Sergey Nivens - Fotolia

Avoid common big data on AWS issues

When our IT team clusters Hive and Java Archive files for big data projects, it receives error messages. How can we keep our AWS big data projects running smoothly?

Big data projects can be complex and demand significant design and coding expertise. Start small -- implement big data platforms slowly and test key functions with simple jobs. Once developers become comfortable using tools for big data on AWS they can move on to larger, complex jobs.

Complex big data projects often run across clusters of compute resources, with native and third-party tools that don't integrate well. And this creates problems for big data on AWS.

Two ways to limit big data problems

Apache Hive is an open source data warehouse and analytics tool that typically runs on Hadoop clusters. Data scientists use Hive to tackle jobs involving big data on AWS without creating Amazon Elastic MapReduce (EMR) programs in more traditional programming languages, like Java. Instead, developers write scripts in Hive Query Language, which resembles SQL but adds more capabilities and handles structured elements such as JSON objects and user-defined data types. Hive provides analytical power for big data jobs, but certain errors and big data problems can occur.

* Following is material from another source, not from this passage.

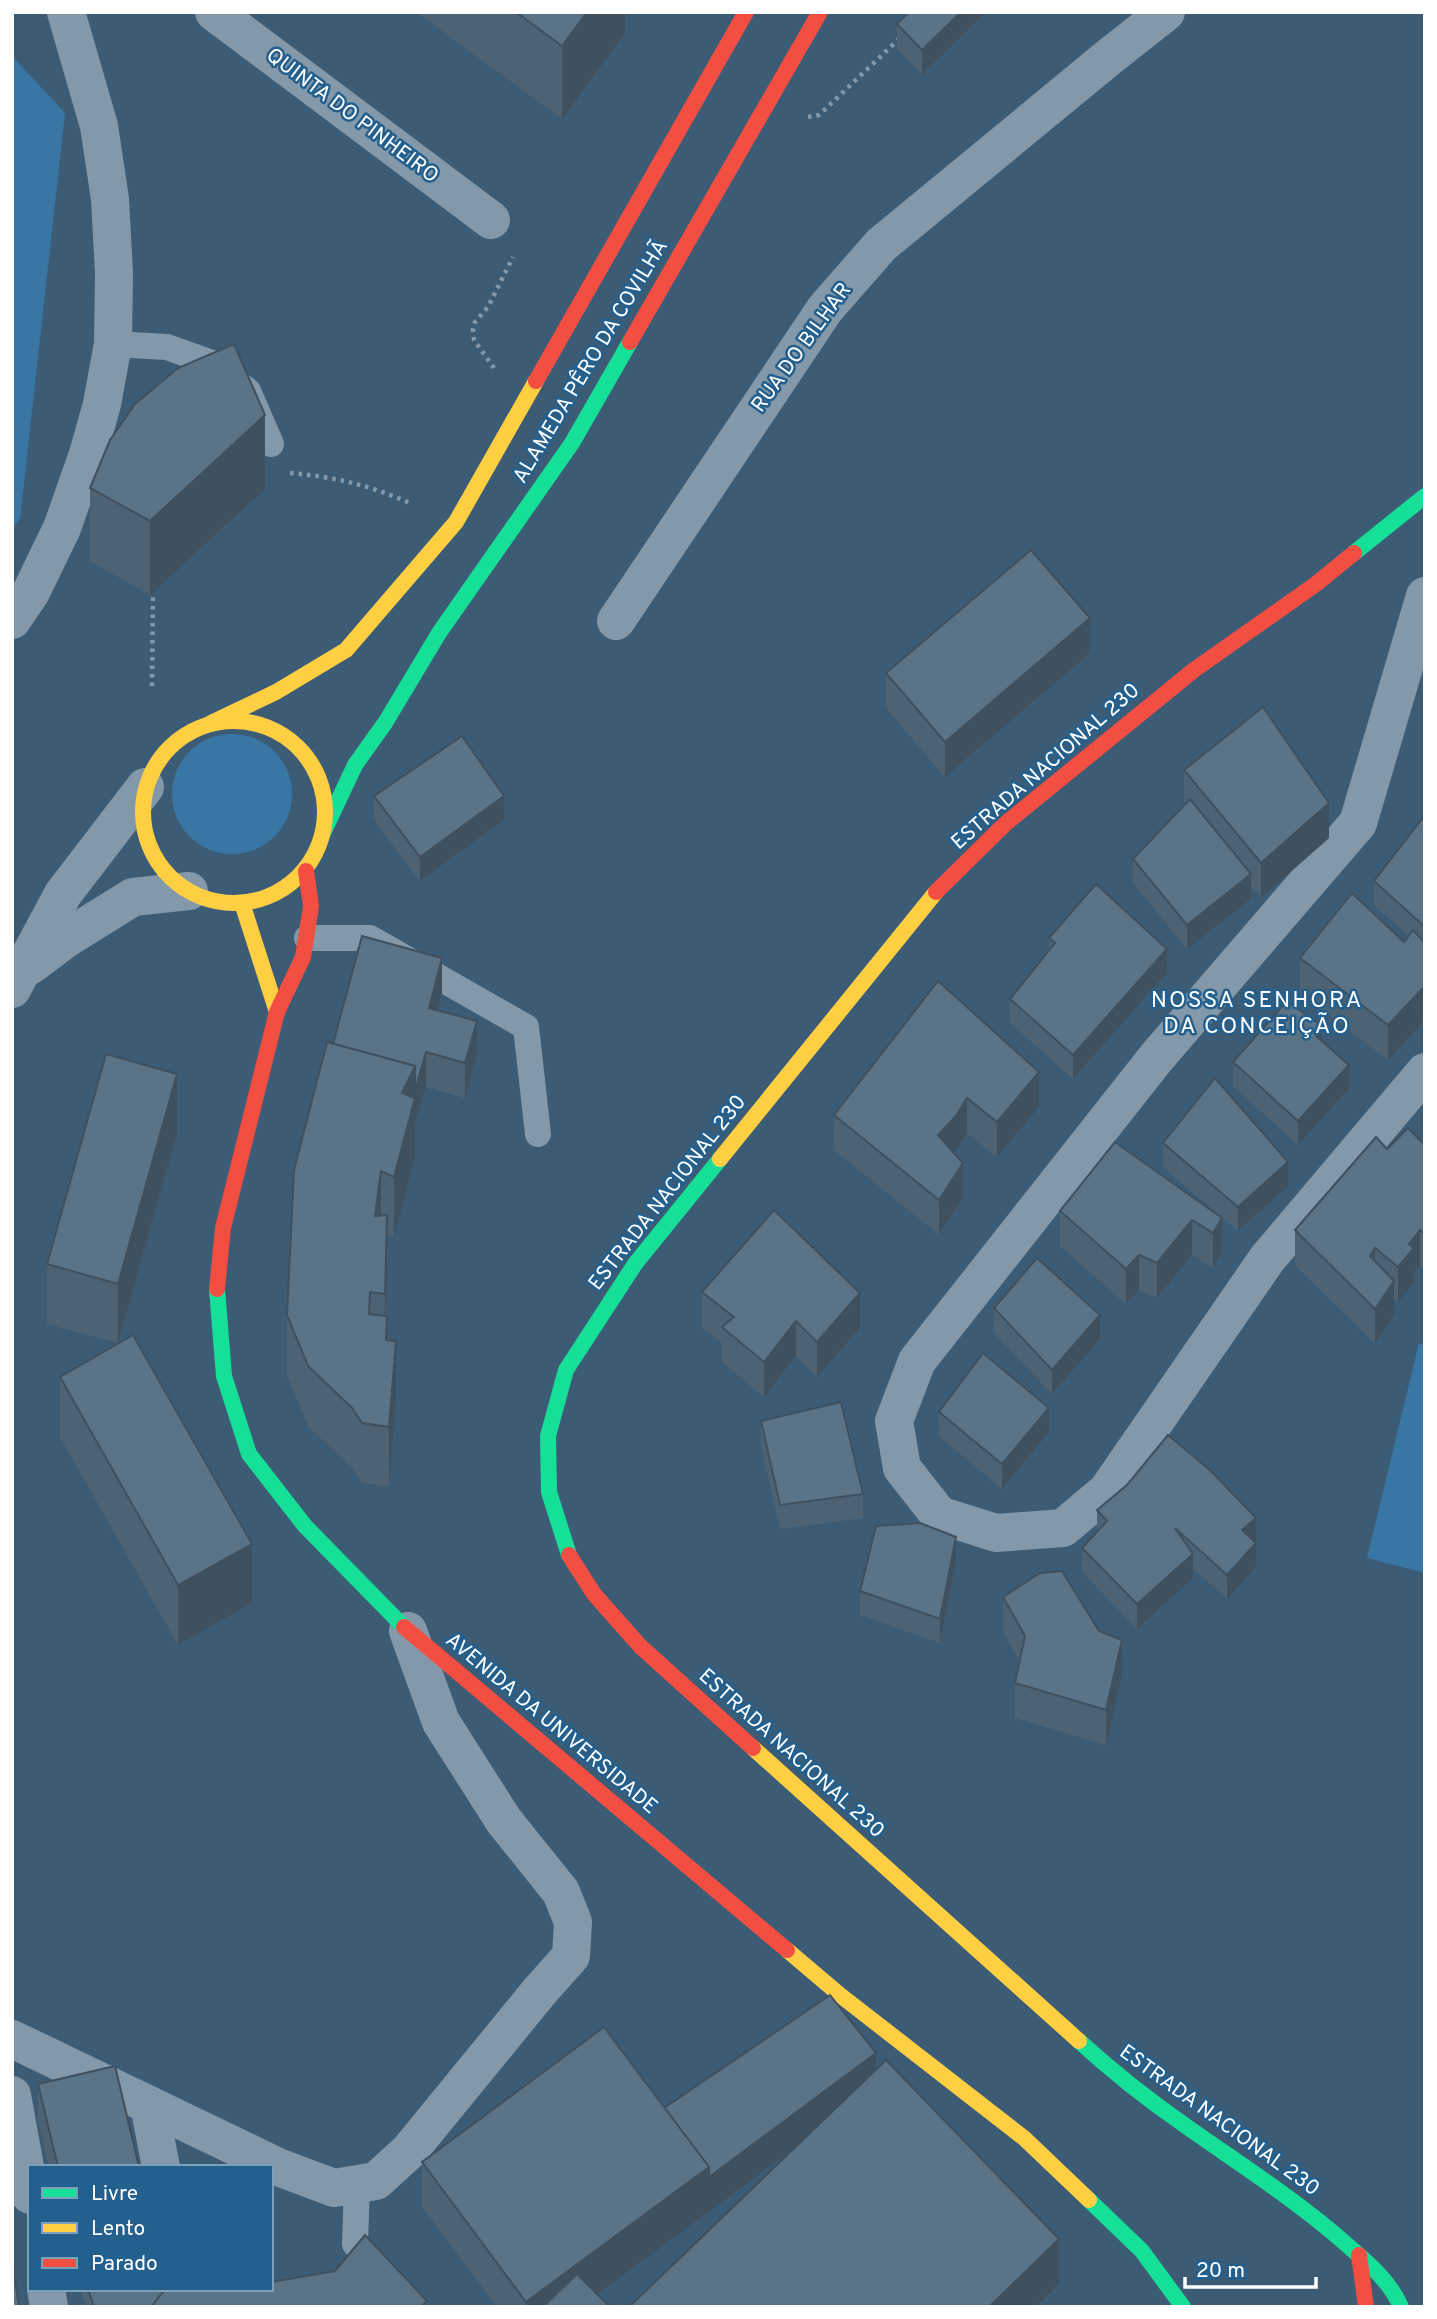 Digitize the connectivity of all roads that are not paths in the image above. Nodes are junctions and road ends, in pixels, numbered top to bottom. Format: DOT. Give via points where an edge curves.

A Java Archive file (JAR) is a format developers use to collect and package Java class files, metadata and content into one file. Developers can redistribute or even provide executable capability for that file. JAR clusters can drive big data tasks, but errors can creep into JAR clusters when running Amazon EMR. In most cases, the JAR cluster can produce errors when creating a Hadoop job or when the JAR and mapper attempt to process data within the task itself.

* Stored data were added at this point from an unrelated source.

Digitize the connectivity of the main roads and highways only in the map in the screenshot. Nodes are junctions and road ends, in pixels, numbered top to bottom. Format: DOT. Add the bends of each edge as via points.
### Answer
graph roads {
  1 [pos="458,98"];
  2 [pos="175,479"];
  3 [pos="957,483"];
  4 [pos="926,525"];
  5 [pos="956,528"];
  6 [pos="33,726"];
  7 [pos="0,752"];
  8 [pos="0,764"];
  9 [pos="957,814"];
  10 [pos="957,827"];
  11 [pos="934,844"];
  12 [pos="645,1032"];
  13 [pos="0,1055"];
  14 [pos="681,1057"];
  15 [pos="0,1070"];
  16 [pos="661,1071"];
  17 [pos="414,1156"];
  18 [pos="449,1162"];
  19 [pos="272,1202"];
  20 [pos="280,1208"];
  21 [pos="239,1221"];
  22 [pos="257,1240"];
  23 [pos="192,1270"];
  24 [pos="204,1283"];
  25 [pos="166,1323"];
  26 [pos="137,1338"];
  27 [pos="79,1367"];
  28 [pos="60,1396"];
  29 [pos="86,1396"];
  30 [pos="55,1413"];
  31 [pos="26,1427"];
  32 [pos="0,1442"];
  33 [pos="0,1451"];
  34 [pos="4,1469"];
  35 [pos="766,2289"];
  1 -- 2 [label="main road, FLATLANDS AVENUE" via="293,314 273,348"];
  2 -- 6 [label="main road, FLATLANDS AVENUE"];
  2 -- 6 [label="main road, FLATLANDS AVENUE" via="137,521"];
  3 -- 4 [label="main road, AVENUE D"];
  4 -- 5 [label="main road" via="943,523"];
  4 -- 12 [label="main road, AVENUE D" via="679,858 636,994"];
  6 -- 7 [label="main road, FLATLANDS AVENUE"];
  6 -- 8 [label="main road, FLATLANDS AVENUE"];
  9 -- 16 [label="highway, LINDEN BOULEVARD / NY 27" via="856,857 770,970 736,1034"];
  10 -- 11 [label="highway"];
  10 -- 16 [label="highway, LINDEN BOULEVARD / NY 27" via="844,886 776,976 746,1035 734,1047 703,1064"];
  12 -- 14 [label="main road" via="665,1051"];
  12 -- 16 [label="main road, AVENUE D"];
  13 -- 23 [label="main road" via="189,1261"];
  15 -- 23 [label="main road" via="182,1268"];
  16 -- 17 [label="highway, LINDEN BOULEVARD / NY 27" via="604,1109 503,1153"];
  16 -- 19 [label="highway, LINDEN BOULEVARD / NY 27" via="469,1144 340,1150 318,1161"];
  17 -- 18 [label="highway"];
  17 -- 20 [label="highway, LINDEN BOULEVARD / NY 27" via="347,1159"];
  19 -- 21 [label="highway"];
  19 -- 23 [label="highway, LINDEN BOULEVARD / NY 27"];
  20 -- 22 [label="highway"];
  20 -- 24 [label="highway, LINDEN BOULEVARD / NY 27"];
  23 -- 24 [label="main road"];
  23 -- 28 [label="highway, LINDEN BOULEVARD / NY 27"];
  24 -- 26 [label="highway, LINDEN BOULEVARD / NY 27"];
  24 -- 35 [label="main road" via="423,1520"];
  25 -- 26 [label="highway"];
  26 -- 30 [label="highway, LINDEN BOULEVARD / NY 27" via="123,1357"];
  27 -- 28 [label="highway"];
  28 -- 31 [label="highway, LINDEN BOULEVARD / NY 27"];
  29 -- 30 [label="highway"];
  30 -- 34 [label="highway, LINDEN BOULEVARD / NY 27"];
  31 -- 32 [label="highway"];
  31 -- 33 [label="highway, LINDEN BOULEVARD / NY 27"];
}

Because Java and JAR are complex, look for error details in the syslog file. Once syslog reveals the nature of the error, IT teams can remedy the big data problems and create updated JAR files.

For example, older Hive versions can return errors when using certain features. Verify your IT team is using the latest, fully patched version of Hive for big data on AWS. A syslog file tracks any task attempts and can contain messages produced from syntax errors in the Hive script or other master node and cluster failures. Log messages help teams quickly narrow possible root causes of Hive problems under Hadoop.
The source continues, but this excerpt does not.